Earl Thompson, éditions Monsieur Toussaint Louverture
Comprendre sa douleur
512 pages
Suite et fin de la trilogie posthume d’Earl Thompson, auteur culte qui balade son double idéaliste et lubrique dans l’Amérique des années 50 à 70.
Earl Thompson (1931-1978), c’est un peu le chaînon manquant entre la Beat Generation et le “nouveau journalisme” américain, entre Jack Kerouac et Tom Wolfe. Du premier, il a hérité le goût des chemins de traverse, de la liberté, de l’absolu, de l’insoumission aussi; du second, il anticipe la fluidité, le sens du détail, l’oralité, le réalisme cru.
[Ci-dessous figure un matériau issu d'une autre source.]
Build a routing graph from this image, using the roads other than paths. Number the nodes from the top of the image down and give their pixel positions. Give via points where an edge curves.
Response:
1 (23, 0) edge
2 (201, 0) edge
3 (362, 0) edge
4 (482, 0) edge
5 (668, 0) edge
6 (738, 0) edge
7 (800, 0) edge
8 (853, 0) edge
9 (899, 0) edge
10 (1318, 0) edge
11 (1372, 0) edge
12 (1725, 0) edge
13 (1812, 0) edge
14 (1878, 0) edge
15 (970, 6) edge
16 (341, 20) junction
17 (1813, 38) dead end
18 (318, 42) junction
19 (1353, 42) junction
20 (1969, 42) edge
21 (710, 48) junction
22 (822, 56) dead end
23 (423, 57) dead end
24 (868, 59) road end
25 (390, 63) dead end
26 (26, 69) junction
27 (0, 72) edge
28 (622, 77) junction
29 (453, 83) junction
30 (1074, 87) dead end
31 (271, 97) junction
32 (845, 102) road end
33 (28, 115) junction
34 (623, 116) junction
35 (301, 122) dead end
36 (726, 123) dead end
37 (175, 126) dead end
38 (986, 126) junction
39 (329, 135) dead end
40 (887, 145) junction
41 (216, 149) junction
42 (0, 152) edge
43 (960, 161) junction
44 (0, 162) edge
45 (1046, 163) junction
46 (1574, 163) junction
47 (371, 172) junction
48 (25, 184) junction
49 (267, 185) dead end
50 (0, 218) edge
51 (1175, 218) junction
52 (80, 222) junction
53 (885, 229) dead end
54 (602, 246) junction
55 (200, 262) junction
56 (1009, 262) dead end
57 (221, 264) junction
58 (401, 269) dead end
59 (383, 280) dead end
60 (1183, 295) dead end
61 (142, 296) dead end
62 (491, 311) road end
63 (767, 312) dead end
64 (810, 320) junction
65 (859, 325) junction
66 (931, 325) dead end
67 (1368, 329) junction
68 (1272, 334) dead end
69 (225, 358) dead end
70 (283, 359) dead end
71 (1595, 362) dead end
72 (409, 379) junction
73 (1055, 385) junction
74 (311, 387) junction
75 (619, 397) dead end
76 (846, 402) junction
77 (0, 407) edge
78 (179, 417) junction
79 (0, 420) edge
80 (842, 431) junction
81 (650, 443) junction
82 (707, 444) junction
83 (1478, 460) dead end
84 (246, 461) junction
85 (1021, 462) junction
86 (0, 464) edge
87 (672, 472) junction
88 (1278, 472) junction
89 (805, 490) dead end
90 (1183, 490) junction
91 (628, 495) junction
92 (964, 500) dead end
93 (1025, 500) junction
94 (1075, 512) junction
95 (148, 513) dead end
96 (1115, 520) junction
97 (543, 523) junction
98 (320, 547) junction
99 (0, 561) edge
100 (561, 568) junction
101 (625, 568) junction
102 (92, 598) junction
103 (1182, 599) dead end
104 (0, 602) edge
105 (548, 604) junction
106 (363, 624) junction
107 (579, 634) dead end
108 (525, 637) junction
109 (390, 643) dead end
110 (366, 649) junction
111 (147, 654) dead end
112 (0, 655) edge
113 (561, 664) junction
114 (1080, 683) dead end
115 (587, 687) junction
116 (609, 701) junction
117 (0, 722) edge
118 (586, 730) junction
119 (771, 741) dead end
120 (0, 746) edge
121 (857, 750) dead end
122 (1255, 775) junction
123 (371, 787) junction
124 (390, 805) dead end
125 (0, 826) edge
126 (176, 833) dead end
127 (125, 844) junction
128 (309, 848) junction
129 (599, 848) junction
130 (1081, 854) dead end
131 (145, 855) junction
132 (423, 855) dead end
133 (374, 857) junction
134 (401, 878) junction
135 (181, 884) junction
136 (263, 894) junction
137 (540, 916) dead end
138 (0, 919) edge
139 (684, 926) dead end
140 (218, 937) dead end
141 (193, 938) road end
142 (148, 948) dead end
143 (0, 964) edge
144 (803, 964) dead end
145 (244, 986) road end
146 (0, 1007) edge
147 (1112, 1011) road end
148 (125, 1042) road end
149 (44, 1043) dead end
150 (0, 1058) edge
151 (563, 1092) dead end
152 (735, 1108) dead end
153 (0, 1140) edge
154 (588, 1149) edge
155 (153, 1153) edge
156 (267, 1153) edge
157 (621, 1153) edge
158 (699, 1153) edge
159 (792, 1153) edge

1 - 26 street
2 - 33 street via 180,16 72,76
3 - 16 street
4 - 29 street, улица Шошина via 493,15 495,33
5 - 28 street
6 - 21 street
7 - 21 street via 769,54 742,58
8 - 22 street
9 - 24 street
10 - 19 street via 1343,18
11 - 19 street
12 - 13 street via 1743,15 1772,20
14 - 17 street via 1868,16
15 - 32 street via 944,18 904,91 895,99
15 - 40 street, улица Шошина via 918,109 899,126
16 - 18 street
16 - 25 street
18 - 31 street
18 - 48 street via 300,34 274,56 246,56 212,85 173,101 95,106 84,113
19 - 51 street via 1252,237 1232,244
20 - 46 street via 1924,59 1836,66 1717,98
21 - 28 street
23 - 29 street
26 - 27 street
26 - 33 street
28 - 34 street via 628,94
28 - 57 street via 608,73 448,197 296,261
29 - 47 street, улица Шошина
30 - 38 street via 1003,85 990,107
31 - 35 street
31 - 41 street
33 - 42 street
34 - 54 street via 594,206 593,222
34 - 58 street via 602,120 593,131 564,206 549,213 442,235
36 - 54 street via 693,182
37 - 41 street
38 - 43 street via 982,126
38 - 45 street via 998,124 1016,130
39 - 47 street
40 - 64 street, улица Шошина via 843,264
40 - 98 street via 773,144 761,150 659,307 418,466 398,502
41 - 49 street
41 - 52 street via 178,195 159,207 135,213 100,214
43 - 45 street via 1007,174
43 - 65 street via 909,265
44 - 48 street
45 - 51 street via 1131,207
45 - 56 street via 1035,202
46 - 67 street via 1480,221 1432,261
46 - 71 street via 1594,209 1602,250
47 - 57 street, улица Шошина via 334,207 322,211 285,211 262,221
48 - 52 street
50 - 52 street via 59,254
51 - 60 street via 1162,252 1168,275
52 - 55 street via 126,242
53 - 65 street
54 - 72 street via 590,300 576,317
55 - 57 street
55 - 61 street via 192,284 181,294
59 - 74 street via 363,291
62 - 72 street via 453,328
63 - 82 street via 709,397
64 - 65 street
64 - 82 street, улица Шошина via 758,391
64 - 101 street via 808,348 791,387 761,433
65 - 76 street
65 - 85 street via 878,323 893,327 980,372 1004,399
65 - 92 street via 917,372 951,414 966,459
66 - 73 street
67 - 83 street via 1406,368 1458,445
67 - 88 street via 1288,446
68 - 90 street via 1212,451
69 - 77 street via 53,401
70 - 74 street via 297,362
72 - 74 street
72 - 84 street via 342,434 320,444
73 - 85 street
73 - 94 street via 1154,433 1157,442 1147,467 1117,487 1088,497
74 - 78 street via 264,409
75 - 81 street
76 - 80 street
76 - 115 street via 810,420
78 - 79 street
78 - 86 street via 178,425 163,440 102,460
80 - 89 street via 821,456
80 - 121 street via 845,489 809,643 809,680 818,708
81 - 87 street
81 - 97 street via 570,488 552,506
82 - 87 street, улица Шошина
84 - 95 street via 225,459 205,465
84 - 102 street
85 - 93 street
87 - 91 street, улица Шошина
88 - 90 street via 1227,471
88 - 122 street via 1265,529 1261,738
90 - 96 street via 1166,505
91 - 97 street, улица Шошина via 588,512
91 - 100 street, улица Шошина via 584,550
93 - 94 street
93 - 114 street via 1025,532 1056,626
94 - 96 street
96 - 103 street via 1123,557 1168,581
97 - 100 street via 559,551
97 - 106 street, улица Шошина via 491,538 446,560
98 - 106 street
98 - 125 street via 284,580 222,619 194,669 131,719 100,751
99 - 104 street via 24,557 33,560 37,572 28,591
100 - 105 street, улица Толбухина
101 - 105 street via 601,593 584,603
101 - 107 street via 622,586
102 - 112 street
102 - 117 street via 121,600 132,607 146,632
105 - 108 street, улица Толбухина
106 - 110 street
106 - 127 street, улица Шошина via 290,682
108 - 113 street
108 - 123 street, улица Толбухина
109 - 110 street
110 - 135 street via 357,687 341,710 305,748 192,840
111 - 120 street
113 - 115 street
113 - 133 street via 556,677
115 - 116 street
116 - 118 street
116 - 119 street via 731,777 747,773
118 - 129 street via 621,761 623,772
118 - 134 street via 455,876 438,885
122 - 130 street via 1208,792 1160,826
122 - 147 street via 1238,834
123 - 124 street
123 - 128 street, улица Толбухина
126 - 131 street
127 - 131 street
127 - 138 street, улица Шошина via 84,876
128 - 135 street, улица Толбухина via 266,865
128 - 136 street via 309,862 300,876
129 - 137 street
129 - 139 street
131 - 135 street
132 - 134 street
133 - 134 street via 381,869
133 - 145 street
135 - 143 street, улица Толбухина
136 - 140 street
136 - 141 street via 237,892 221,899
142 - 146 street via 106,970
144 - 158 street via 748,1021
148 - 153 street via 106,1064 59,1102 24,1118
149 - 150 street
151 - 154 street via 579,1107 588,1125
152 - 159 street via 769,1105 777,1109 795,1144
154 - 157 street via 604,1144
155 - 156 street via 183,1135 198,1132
Le natif de Wichita (Kansas) est sorti du purgatoire littéraire francophone en 2018 grâce au flair imparable des éditions Monsieur Toussaint Louverture. Après Un jardin de sable et Tattoo en 2019, voici donc Comprendre sa douleur (publié à titre posthume aux États-Unis en 1982), qui clôture une trilogie romanesque paillarde largement inspirée par la vie chahutée de l’auteur.
Des deux -volumineux, touffus, concupiscents et débridés- épisodes précédents, on retiendra: l’enfance dans les années 30 de Jacky, orphelin par contumace (son père est mort mais sa mère est -juste- en cavale) dans un Midwest dépravé pour l’un, la perte d’innocence (ou du moins ce qu’il en restait) d’un jeune G.I. trimballant ses obsessions, notamment sexuelles, de l’Allemagne tout juste libérée à une Corée à feu et à sang pour l’autre.
Revenu au bercail au mitan des années 50 -en l’occurrence un mobile-home miteux où vivent ses grands-parents-, Jarl Carlson est toujours dans l’armée mais son intégrité et sa franchise lui jouent des mauvais tours.
Courage, fuyons
Après avoir dit ses quatre vérités à l’état-major sur le fiasco de la guerre de Corée, il ne demande pas son reste et profite d’une bourse pour aller à l’université. Si le journalisme -et à peu près toutes les filles qu’il croise- a d’abord ses faveurs, très vite, une conviction s’enracine en lui, définitive, radicale et en même temps douloureuse: il veut devenir écrivain. Fidèle à lui-même, il finira toutefois par se faire virer après avoir dénoncé la politique homophobe de l’institution. En attendant que le talent infuse, il faut cependant bien vivre. Sans -trop- trahir ses idéaux. Pas simple. À peine entrevoit-il la fin de la dèche à Chicago (un boulot respectable, une relation fusionnelle…) qu’il prend la poudre d’escampette. La peur de s’embourgeoiser, de perdre son âme et son indépendance… Comme chez son contemporain Frederick Exley, l’écriture est à la fois un élixir qui enivre et un poison qui consume.
Éternel insatisfait, Jarl est condamné à l’errance. Il n’y a que le sexe qui puisse anesthésier momentanément sa quête d’absolu. En arrière-plan de ce road-book traversé de digressions flamboyantes -comme cette tranche de vie dans un asile psychiatrique que l’on dirait sortie de Vol au-dessus d’un nid de coucou-, défile le paysage d’une Amérique tiraillée entre son aile conservatrice et un puissant souffle émancipateur. Lucide, politique, révolté, pornographique à l’occasion -certaines outrances ne passeraient plus aujourd’hui-, cet autoportrait sans complaisance d’un idéaliste irresponsable mais attachant ajoute un parterre d’impatientes dans le jardin luxuriant de la contre-culture.